London Borough of Bromley (08 019 214)

Category : Adult care services > Residential care

Decision : Upheld

Decision date : 09 Jun 2011


The Ombudsman issued a report criticising the London Borough of Bromley for its delay in reviewing the care of an elderly man which was “extraordinary and inexcusable”.

The complaint

The Ombudsman issued a report criticising the London Borough of Bromley for its delay in reviewing the care of an elderly man which was “extraordinary and inexcusable”. In her report she says he was living in unsatisfactory conditions at a care home arranged by the Council and receiving an inadequate standard of care for a considerable period of time, perhaps as long as 18 months.

The Ombudsman said there appeared to be no doubt that care standards at the care home were unsatisfactory.

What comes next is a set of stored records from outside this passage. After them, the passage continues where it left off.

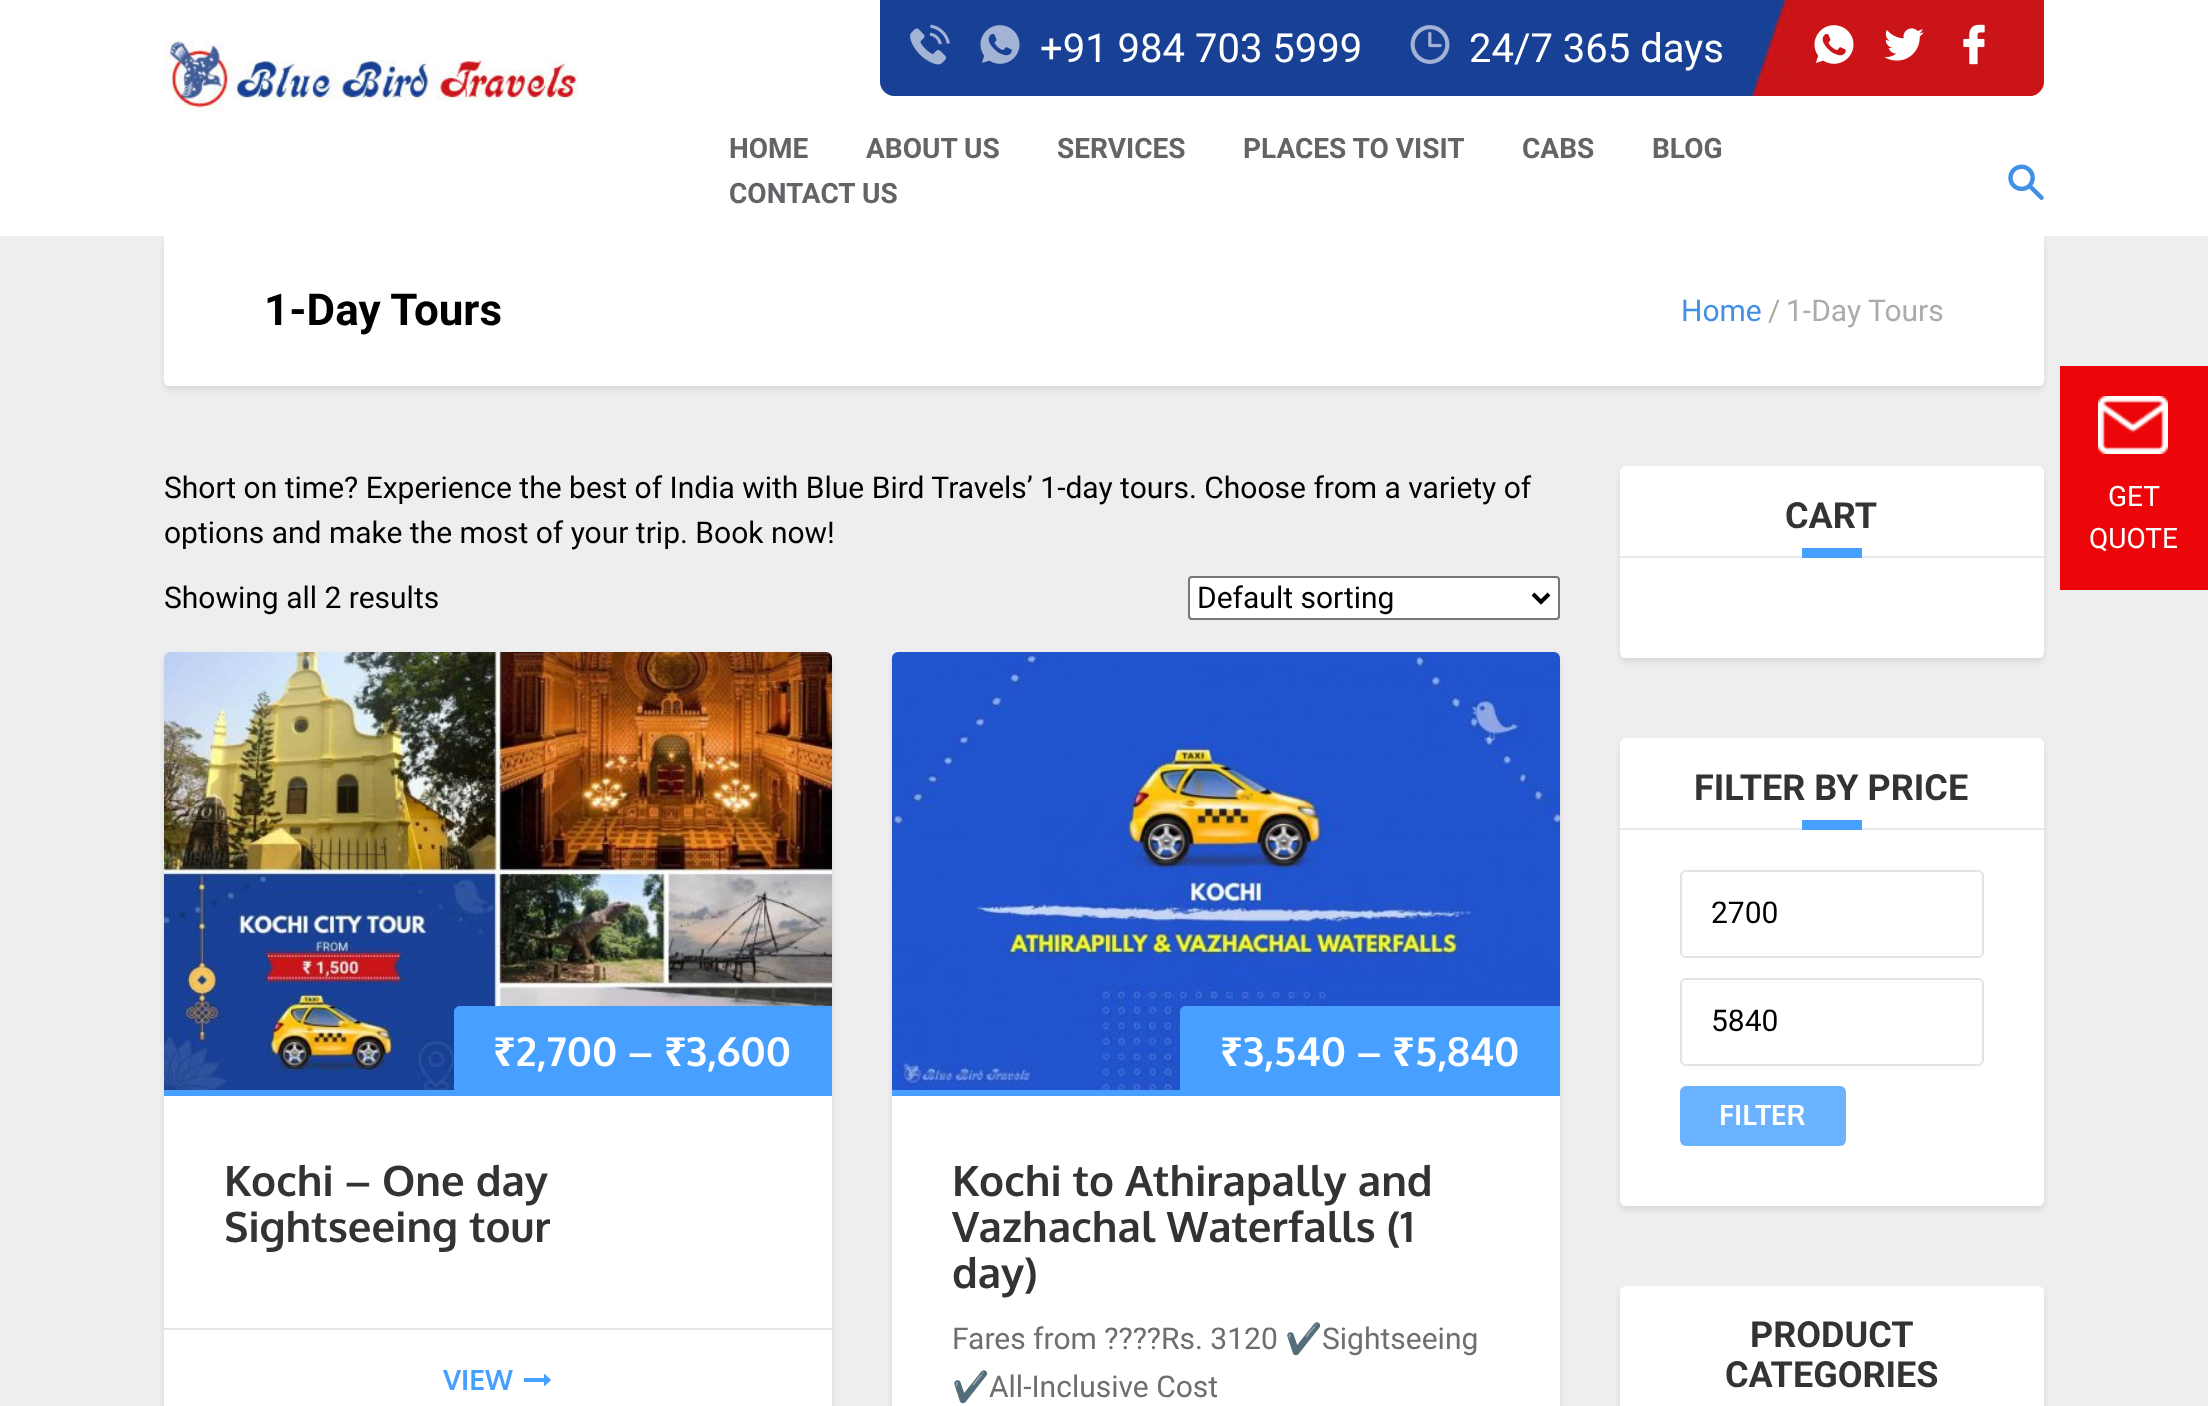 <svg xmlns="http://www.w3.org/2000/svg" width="2208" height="1406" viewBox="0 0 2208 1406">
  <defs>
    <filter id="blur1" x="-50%" y="-200%" width="200%" height="500%"><feGaussianBlur stdDeviation="3"/></filter>
  </defs>
  <rect width="100%" height="100%" fill="#eeeeee"/>
  <rect x="0" y="0" width="2208" height="236" fill="#ffffff"/>
  <image x="164" y="40" width="414" height="71" href="img1.png"/>
  <path d="M880 0H1784V96H894C886.5 96 880 89.5 880 82Z" fill="#184195"/>
  <image x="910" y="24" width="40" height="41" href="img2.png"/>
  <image x="980" y="25" width="40" height="39" href="img3.png"/>
  <text x="1040" y="62" font-family="Roboto" font-size="40" fill="#ffffff">+91 984 703 5999</text>
  <image x="1410" y="25" width="40" height="39" href="img4.png"/>
  <text x="1469" y="62" font-family="Roboto" font-size="40" fill="#ffffff">24/7 365 days</text>
  <path d="M1784 0H2044V82C2044 89.5 2037.5 96 2030 96H1784Z" fill="#ca1417"/>
  <image x="1744" y="0" width="48" height="96" href="img5.png"/>
  <image x="1814" y="25" width="40" height="39" href="img6.png"/>
  <image x="1884" y="28" width="40" height="33" href="img7.png"/>
  <image x="1963" y="24" width="22" height="41" href="img8.png"/>
  <text x="729" y="158" font-family="Roboto" font-size="28" font-weight="bold" fill="#636467">HOME</text>
  <text x="866" y="158" font-family="Roboto" font-size="28" font-weight="bold" fill="#636467">ABOUT US</text>
  <text x="1057" y="158" font-family="Roboto" font-size="28" font-weight="bold" fill="#636467">SERVICES</text>
  <text x="1243" y="158" font-family="Roboto" font-size="28" font-weight="bold" fill="#636467">PLACES TO VISIT</text>
  <text x="1522" y="158" font-family="Roboto" font-size="28" font-weight="bold" fill="#636467">CABS</text>
  <text x="1652" y="158" font-family="Roboto" font-size="28" font-weight="bold" fill="#636467">BLOG</text>
  <text x="729" y="203" font-family="Roboto" font-size="28" font-weight="bold" fill="#636467">CONTACT US</text>
  <image x="2008" y="164" width="36" height="36" href="img9.png"/>
  <rect x="164" y="240" width="1880" height="150" rx="6" fill="#000000" fill-opacity="0.09" filter="url(#blur1)"/>
  <path d="M164 236H2044V380C2044 383.5 2041.5 386 2038 386H170C166.5 386 164 383.5 164 380Z" fill="#ffffff"/>
  <text x="264" y="325" font-family="Roboto" font-size="44" font-weight="bold" fill="#000000">1-Day Tours</text>
  <text x="1681" y="321" font-family="Roboto" font-size="30" fill="#4090e5">Home</text>
  <text x="1768" y="321" font-family="Roboto" font-size="30" fill="#ababab">/</text>
  <text x="1786" y="321" font-family="Roboto" font-size="30" fill="#ababab">1-Day Tours</text>
  <text x="164" y="498" font-family="Roboto" font-size="30" fill="#000000">Short on time? Experience the best of India with Blue Bird Travels’ 1-day tours. Choose from a variety of</text>
  <text x="164" y="543" font-family="Roboto" font-size="30" fill="#000000">options and make the most of your trip. Book now!</text>
  <text x="164" y="608" font-family="Roboto" font-size="30" fill="#000000">Showing all 2 results</text>
  <rect x="1189" y="577" width="370" height="42" rx="3" fill="#ffffff" stroke="#767676" stroke-width="2"/>
  <path d="M1533 594L1541 602L1549 594" fill="none" stroke="#000000" stroke-width="4"/>
  <text x="1197" y="608" font-family="Roboto" font-size="30" fill="#000000">Default sorting</text>
  <rect x="164" y="656" width="668" height="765" rx="6" fill="#000000" fill-opacity="0.09" filter="url(#blur1)"/>
  <rect x="164" y="652" width="668" height="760" rx="6" fill="#ffffff"/>
  <image x="164" y="652" width="668" height="438" href="img10.png"/>
  <path d="M460 1006H832V1096H454V1012C454 1008.5 456.5 1006 460 1006Z" fill="#47a0ff"/>
  <text x="493" y="1066" font-family="Noto Sans" font-size="40" font-weight="bold" fill="#ffffff">₹</text>
  <text x="516" y="1066" font-family="Oxygen" font-size="40" font-weight="bold" fill="#ffffff">2,700 –</text>
  <text x="664" y="1066" font-family="Noto Sans" font-size="40" font-weight="bold" fill="#ffffff">₹</text>
  <text x="686" y="1066" font-family="Oxygen" font-size="40" font-weight="bold" fill="#ffffff">3,600</text>
  <rect x="164" y="1090" width="290" height="6" fill="#47a0ff"/>
  <text x="224" y="1196" font-family="Oxygen" font-size="42" font-weight="bold" fill="#333333">Kochi – One day</text>
  <text x="224" y="1242" font-family="Oxygen" font-size="42" font-weight="bold" fill="#333333">Sightseeing tour</text>
  <rect x="164" y="1328" width="668" height="2" fill="#e4e4e4"/>
  <text x="443" y="1390" font-family="Oxygen" font-size="28" font-weight="bold" fill="#47a0ff">VIEW</text>
  <image x="524" y="1374" width="27" height="12" href="img11.png"/>
  <rect x="892" y="656" width="668" height="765" rx="6" fill="#000000" fill-opacity="0.09" filter="url(#blur1)"/>
  <rect x="892" y="652" width="668" height="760" rx="6" fill="#ffffff"/>
  <image x="892" y="652" width="668" height="438" href="img12.png"/>
  <path d="M1186 1006H1560V1096H1180V1012C1180 1008.5 1182.5 1006 1186 1006Z" fill="#47a0ff"/>
  <text x="1220" y="1066" font-family="Noto Sans" font-size="40" font-weight="bold" fill="#ffffff">₹</text>
  <text x="1243" y="1066" font-family="Oxygen" font-size="40" font-weight="bold" fill="#ffffff">3,540 –</text>
  <text x="1392" y="1066" font-family="Noto Sans" font-size="40" font-weight="bold" fill="#ffffff">₹</text>
  <text x="1415" y="1066" font-family="Oxygen" font-size="40" font-weight="bold" fill="#ffffff">5,840</text>
  <rect x="892" y="1090" width="288" height="6" fill="#47a0ff"/>
  <text x="952" y="1196" font-family="Oxygen" font-size="42" font-weight="bold" fill="#333333">Kochi to Athirapally and</text>
  <text x="952" y="1242" font-family="Oxygen" font-size="42" font-weight="bold" fill="#333333">Vazhachal Waterfalls (1</text>
  <text x="952" y="1288" font-family="Oxygen" font-size="42" font-weight="bold" fill="#333333">day)</text>
  <text x="952" y="1349" font-family="Roboto" font-size="30" fill="#6e6e6e">Fares from ????Rs. 3120</text>
  <text x="1285" y="1349" font-family="Noto Color Emoji" font-size="30" fill="#6e6e6e">✔️</text>
  <text x="1322" y="1349" font-family="Roboto" font-size="30" fill="#6e6e6e">Sightseeing</text>
  <text x="952" y="1397" font-family="Noto Color Emoji" font-size="30" fill="#6e6e6e">✔️</text>
  <text x="989" y="1397" font-family="Roboto" font-size="30" fill="#6e6e6e">All-Inclusive Cost</text>
  <rect x="1620" y="470" width="424" height="192" rx="6" fill="#000000" fill-opacity="0.09" filter="url(#blur1)"/>
  <rect x="1620" y="466" width="424" height="192" rx="6" fill="#ffffff"/>
  <rect x="1620" y="556" width="424" height="2" fill="#e9e9e9"/>
  <text x="1785" y="528" font-family="Roboto" font-size="36" font-weight="bold" fill="#333333">CART</text>
  <rect x="1802" y="548" width="60" height="10" fill="#47a0ff"/>
  <rect x="1620" y="742" width="424" height="468" rx="6" fill="#000000" fill-opacity="0.09" filter="url(#blur1)"/>
  <rect x="1620" y="738" width="424" height="468" rx="6" fill="#ffffff"/>
  <rect x="1620" y="828" width="424" height="2" fill="#e9e9e9"/>
  <text x="1694" y="800" font-family="Roboto" font-size="36" font-weight="bold" fill="#333333">FILTER BY PRICE</text>
  <rect x="1802" y="820" width="60" height="10" fill="#47a0ff"/>
  <rect x="1681" y="871" width="302" height="86" rx="5" fill="none" stroke="#e3e3e3" stroke-width="2"/>
  <text x="1711" y="923" font-family="Roboto" font-size="30" fill="#000000">2700</text>
  <rect x="1681" y="979" width="302" height="86" rx="5" fill="none" stroke="#e3e3e3" stroke-width="2"/>
  <text x="1711" y="1031" font-family="Roboto" font-size="30" fill="#000000">5840</text>
  <rect x="1680" y="1086" width="166" height="60" rx="6" fill="#6cb3ff"/>
  <text x="1719" y="1125" font-family="Oxygen" font-size="28" font-weight="bold" fill="#ffffff">FILTER</text>
  <rect x="1620" y="1290" width="424" height="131" rx="6" fill="#000000" fill-opacity="0.09" filter="url(#blur1)"/>
  <rect x="1620" y="1286" width="424" height="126" rx="6" fill="#ffffff"/>
  <text x="1750" y="1347" font-family="Roboto" font-size="36" font-weight="bold" fill="#333333">PRODUCT</text>
  <text x="1725" y="1387" font-family="Roboto" font-size="36" font-weight="bold" fill="#333333">CATEGORIES</text>
  <rect x="2060" y="366" width="148" height="224" fill="#ec0609"/>
  <image x="2098" y="396" width="70" height="58" href="img13.png"/>
  <text x="2108" y="506" font-family="Roboto" font-size="28" fill="#ffffff">GET</text>
  <text x="2089" y="548" font-family="Roboto" font-size="28" fill="#ffffff">QUOTE</text>
</svg>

A series of poor inspection reports should have put the Council on alert to monitor the contract more closely, but it did not do so and nor did it ask Kent County Council, in whose area the care home was situated, to assist.

‘Mr A’ complained that residential care, arranged by the Council for his father, ‘Mr B’, in a care home out of its own area, was unsatisfactory and led to a deterioration in Mr B’s health until he was moved to another care home about two years later.

After Mr A complained formally to the Council about the standard of care his father was receiving, it appeared only to deal with the matters of fees and finance, and did not properly address the issues Mr A was raising. Later, the Council’s own investigation confirmed it had failed to ensure that Mr B received adequate care.

The Ombudsman says: “Overall, the Council’s failure through the complaint process to accept responsibility for what has happened to Mr B amounts to further maladministration which compounds its earlier faults, and has added to the injustice Mr B and his family have been caused.”

The Ombudsman found that the Council failed to review the care placement and provision for 20 months, delayed in properly investigating the complaint, and refused to accept that it should be responsible for any shortfall in care standards.


She recommends that the Council should:

  • pay £1,000 to Mr B in recognition of the fact that his care is likely, on balance, to have been less than adequate, in addition to its agreement to write off £2,000 owing to the Council
  • pay £1,000 to Mr A in recognition of his separate injustice of uncertainty, distress, time and trouble
  • review its procedures for reviewing and monitoring care home placements
  • review its accounting procedures
  • review its complaints procedures so that the extraordinary and inexcusable delays seen in this case are avoided in future, and
  • report to the Ombudsman in six months the outcome of its procedures review.

For legal reasons, real names are not given in the Ombudsman’s report.